§ **YOUR INSTRUCTIONS**
Reproduce the data that follows character for character, but omit its pictures.
STUDY MATERIAL below:
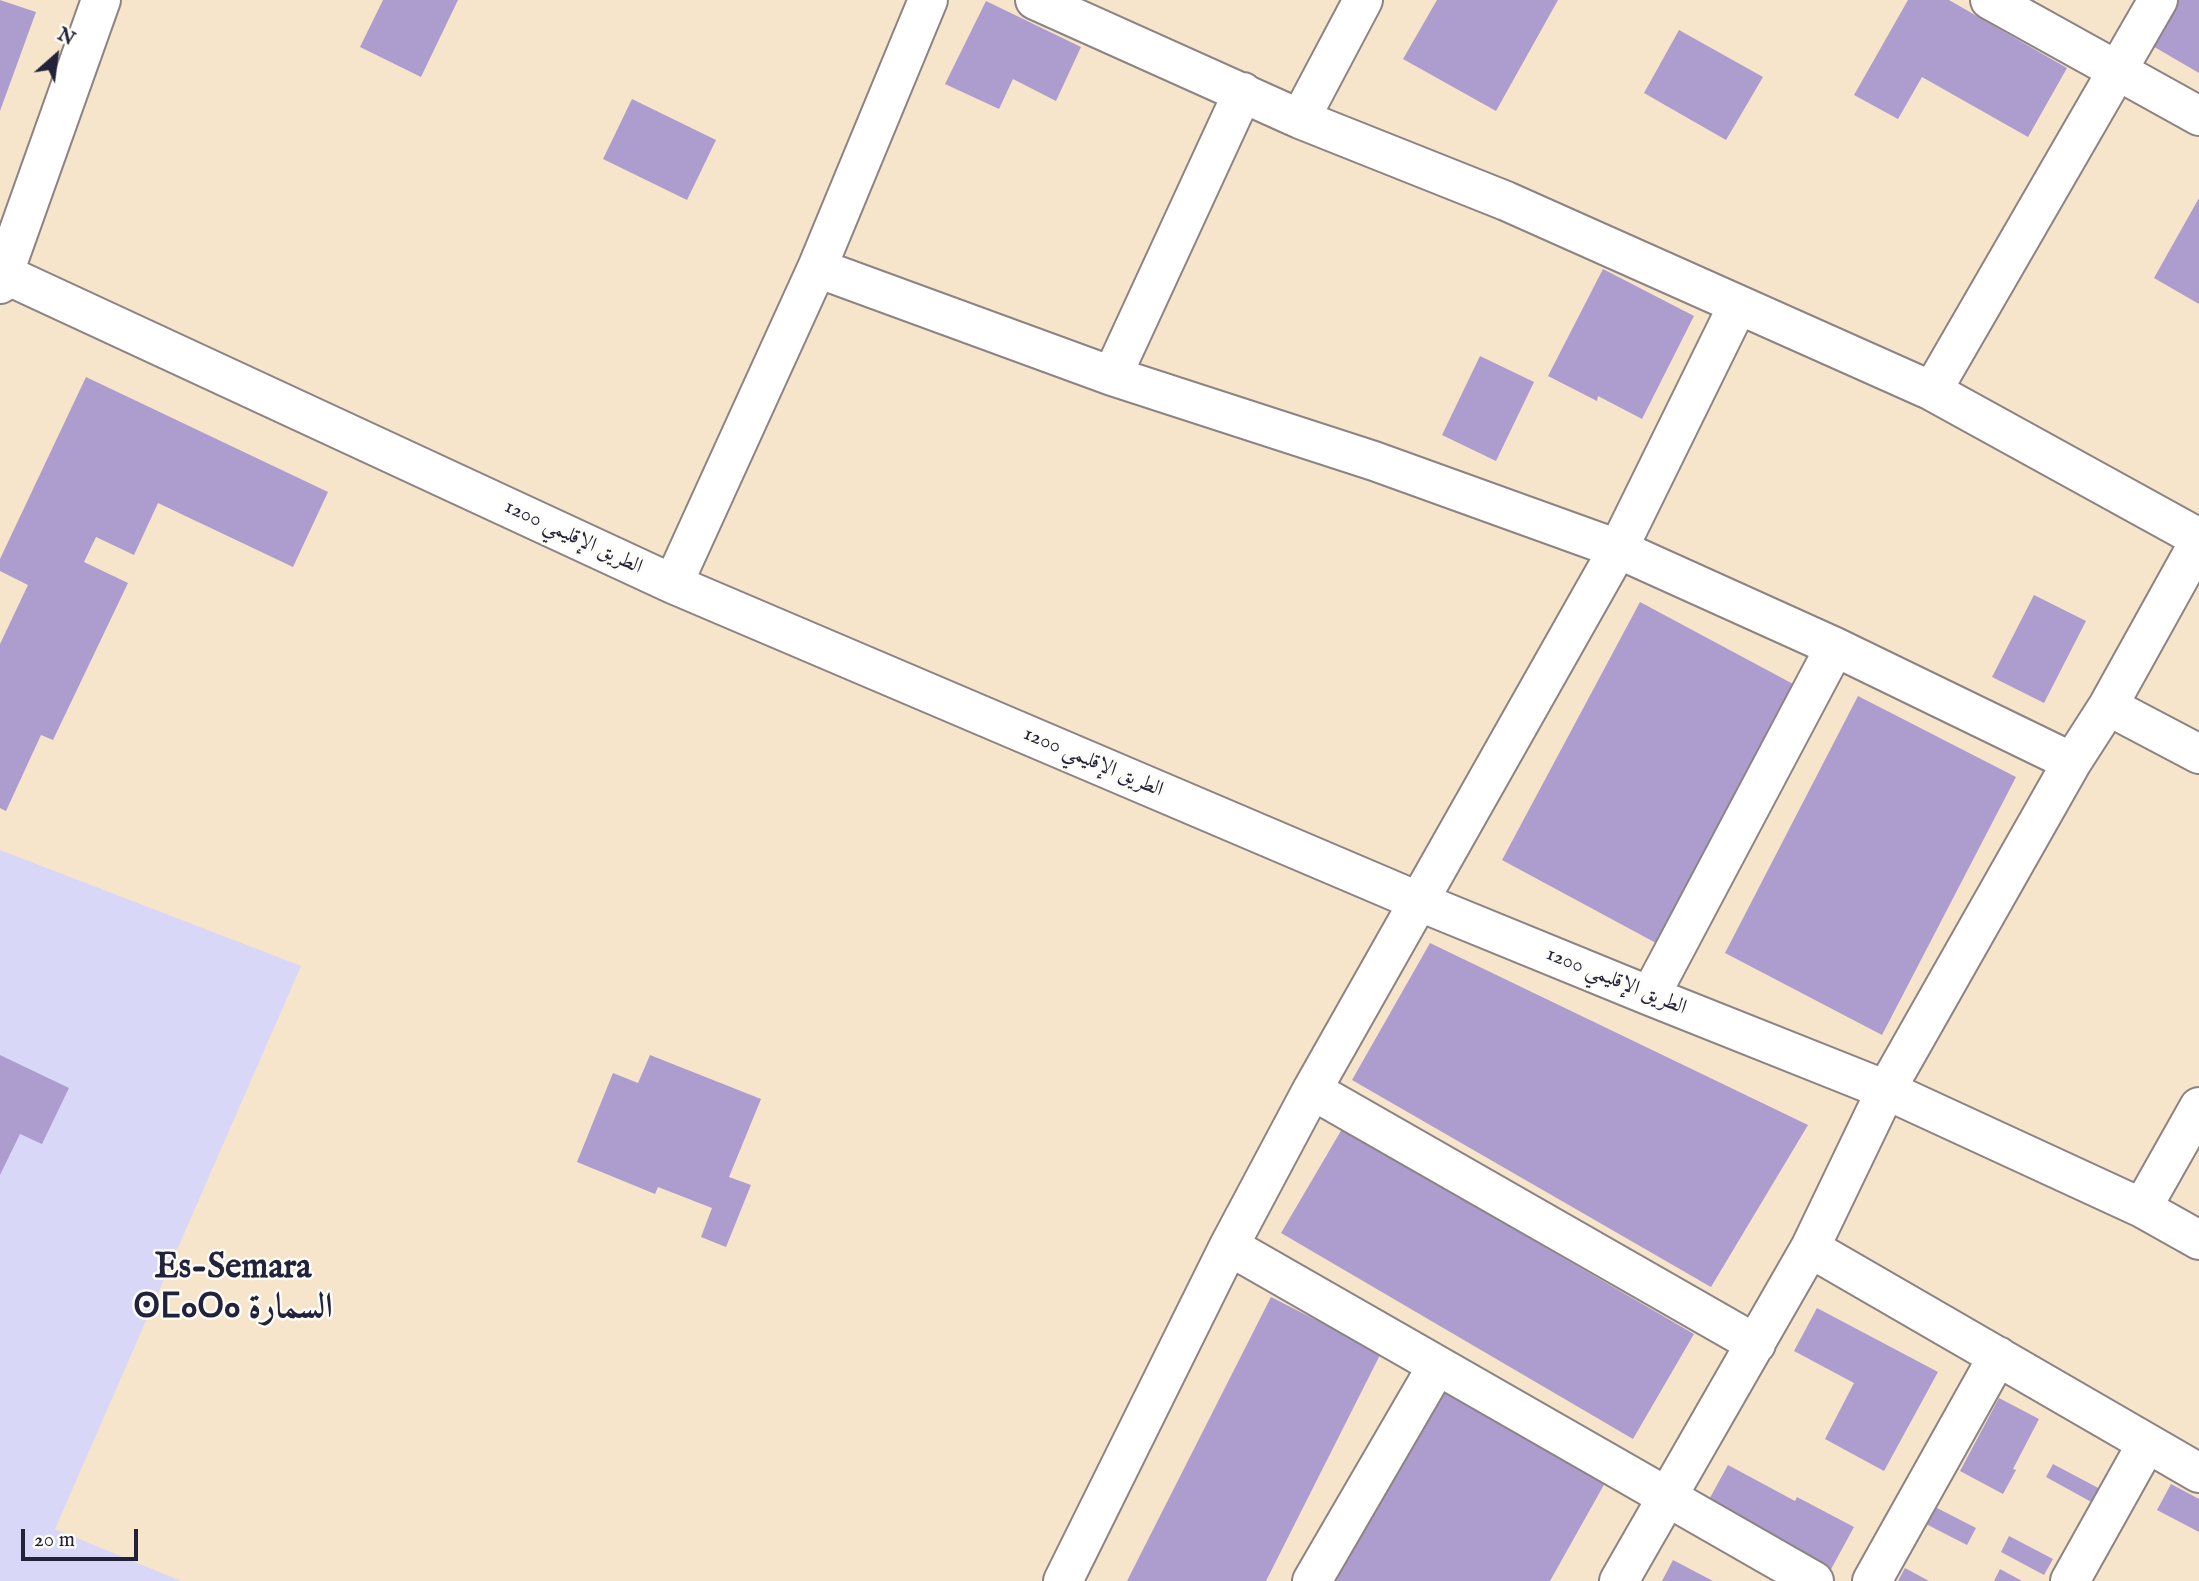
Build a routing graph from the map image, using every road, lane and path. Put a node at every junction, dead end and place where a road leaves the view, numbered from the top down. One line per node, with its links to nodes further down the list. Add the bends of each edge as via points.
1 (928, 0): 11 (street)
2 (1035, 0): 8 (street)
3 (1363, 0): 10 (street)
4 (1990, 0): 7 (street)
5 (2158, 0): 7 (street)
6 (99, 1): 12 (street)
7 (2118, 71): 9 (street); 15 (street)
8 (1243, 92): 10 (street); 14 (street)
9 (2199, 116)
10 (1300, 119): 13 (street, via 1506,201)
11 (817, 268): 14 (street); 18 (street)
12 (2, 279): 18 (street, الطريق الإقليمي 1200)
13 (1738, 304): 15 (street); 17 (street)
14 (1112, 376): 17 (street, via 1374,461)
15 (1932, 391): 16 (street)
16 (2199, 540): 20 (street)
17 (1618, 549): 19 (street); 23 (street)
18 (674, 584): 23 (street, الطريق الإقليمي 1200)
19 (1835, 647): 22 (street); 24 (street)
20 (2108, 706): 21 (street); 22 (street)
21 (2199, 754)
22 (2072, 762): 26 (street)
23 (1420, 902): 24 (street, الطريق الإقليمي 1200); 25 (street)
24 (1650, 996): 26 (street, الطريق الإقليمي 1200)
25 (1312, 1090): 30 (street); 32 (street)
26 (1886, 1090): 28 (street, الطريق الإقليمي 1200); 31 (street)
27 (2199, 1107): 28 (street)
28 (2142, 1208): 29 (street, الطريق الإقليمي 1200)
29 (2199, 1240)
30 (1228, 1246): 34 (street); 38 (street)
31 (1810, 1248): 32 (street); 33 (street)
32 (1756, 1344): 37 (street)
33 (1998, 1356): 35 (street); 42 (street)
34 (1437, 1366): 37 (street); 39 (street)
35 (2147, 1443): 36 (street); 43 (street)
36 (2199, 1473)
37 (1667, 1497): 40 (street); 41 (street)
38 (1063, 1581)
39 (1312, 1581)
40 (1619, 1581)
41 (1814, 1581)
42 (1872, 1581)
43 (2070, 1581)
End of STUDY MATERIAL.
§ **EXPECTED ANSWER**
Build a routing graph from the map image, using every road, lane and path. Put a node at every junction, dead end and place where a road leaves the view, numbered from the top down. One line per node, with its links to nodes further down the list. Add the bends of each edge as via points.
1 (928, 0): 11 (street)
2 (1035, 0): 8 (street)
3 (1363, 0): 10 (street)
4 (1990, 0): 7 (street)
5 (2158, 0): 7 (street)
6 (99, 1): 12 (street)
7 (2118, 71): 9 (street); 15 (street)
8 (1243, 92): 10 (street); 14 (street)
9 (2199, 116)
10 (1300, 119): 13 (street, via 1506,201)
11 (817, 268): 14 (street); 18 (street)
12 (2, 279): 18 (street, الطريق الإقليمي 1200)
13 (1738, 304): 15 (street); 17 (street)
14 (1112, 376): 17 (street, via 1374,461)
15 (1932, 391): 16 (street)
16 (2199, 540): 20 (street)
17 (1618, 549): 19 (street); 23 (street)
18 (674, 584): 23 (street, الطريق الإقليمي 1200)
19 (1835, 647): 22 (street); 24 (street)
20 (2108, 706): 21 (street); 22 (street)
21 (2199, 754)
22 (2072, 762): 26 (street)
23 (1420, 902): 24 (street, الطريق الإقليمي 1200); 25 (street)
24 (1650, 996): 26 (street, الطريق الإقليمي 1200)
25 (1312, 1090): 30 (street); 32 (street)
26 (1886, 1090): 28 (street, الطريق الإقليمي 1200); 31 (street)
27 (2199, 1107): 28 (street)
28 (2142, 1208): 29 (street, الطريق الإقليمي 1200)
29 (2199, 1240)
30 (1228, 1246): 34 (street); 38 (street)
31 (1810, 1248): 32 (street); 33 (street)
32 (1756, 1344): 37 (street)
33 (1998, 1356): 35 (street); 42 (street)
34 (1437, 1366): 37 (street); 39 (street)
35 (2147, 1443): 36 (street); 43 (street)
36 (2199, 1473)
37 (1667, 1497): 40 (street); 41 (street)
38 (1063, 1581)
39 (1312, 1581)
40 (1619, 1581)
41 (1814, 1581)
42 (1872, 1581)
43 (2070, 1581)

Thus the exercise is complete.